Female Flowers

Also known by many other names including peppervine, old man’s beard, and creek clematis, this climbing woody or semi-woody vine is native to western US where it grows in streamside thickets, wooded hillsides, forests edges and sagebush deserts. It is a member of buttercup family, Ranunculaceae, that also includes columbine, delphinium, and hellebore.  Plants grow 20′ or more and have pinnately compound leaves with 5 thick, coarsely toothed leaflets that turn yellow in the fall.  In summer, clusters of tiny white male and female flowers appear in the upper leaf axils on different plants.  The flowers are fragrant, lack petals but have 4 showy sepals, and give way to silky feathery fruits that resemble an old man’s beard. Plants are drought tolerant and a good choice for erosion control.  The genus name, Clematis, is the ancient Greek word klematis referring to a climbing plant.  The specific epithet, ligusticifolia, comes from the Latin words ligustrum meaning privet, and folia meaning leaf, and refers to the resemblance of the leaf to that of privet.
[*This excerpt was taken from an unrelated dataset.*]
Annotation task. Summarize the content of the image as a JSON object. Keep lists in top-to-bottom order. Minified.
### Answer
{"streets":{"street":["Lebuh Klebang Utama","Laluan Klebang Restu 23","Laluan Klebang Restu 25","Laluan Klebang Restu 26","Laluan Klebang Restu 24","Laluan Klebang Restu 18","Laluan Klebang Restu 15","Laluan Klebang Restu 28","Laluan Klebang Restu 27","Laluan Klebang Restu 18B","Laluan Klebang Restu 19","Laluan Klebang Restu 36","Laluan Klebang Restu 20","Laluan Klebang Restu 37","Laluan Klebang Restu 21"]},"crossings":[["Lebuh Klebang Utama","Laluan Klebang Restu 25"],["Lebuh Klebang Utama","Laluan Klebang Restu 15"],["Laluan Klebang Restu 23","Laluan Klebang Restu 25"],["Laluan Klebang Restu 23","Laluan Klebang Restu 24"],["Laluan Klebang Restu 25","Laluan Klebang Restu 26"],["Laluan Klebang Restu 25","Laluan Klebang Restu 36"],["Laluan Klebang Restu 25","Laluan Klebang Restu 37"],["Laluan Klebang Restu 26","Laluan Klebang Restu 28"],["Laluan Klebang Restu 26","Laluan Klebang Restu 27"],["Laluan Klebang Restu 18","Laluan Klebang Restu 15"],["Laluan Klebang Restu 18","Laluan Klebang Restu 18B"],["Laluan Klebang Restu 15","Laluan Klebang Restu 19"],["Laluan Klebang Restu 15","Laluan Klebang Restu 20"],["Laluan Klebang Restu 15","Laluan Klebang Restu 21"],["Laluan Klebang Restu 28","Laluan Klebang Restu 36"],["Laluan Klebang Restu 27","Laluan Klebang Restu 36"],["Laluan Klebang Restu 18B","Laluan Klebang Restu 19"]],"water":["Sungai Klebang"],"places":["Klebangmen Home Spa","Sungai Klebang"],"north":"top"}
Type: Woody or semi-woody vine

Bloom: Tiny white male and female flowers on different plants in summer

Size: 20′ and more

Light: Full sun or partial shade

Soil: Fertile, dry to medium moist, well-drained

Hardiness: Zones 4-10

Care: Mulch to keep the roots cool in summer;  prune in early spring, overgrown plants can be pruned to within a few inches of the ground; provide a strong support.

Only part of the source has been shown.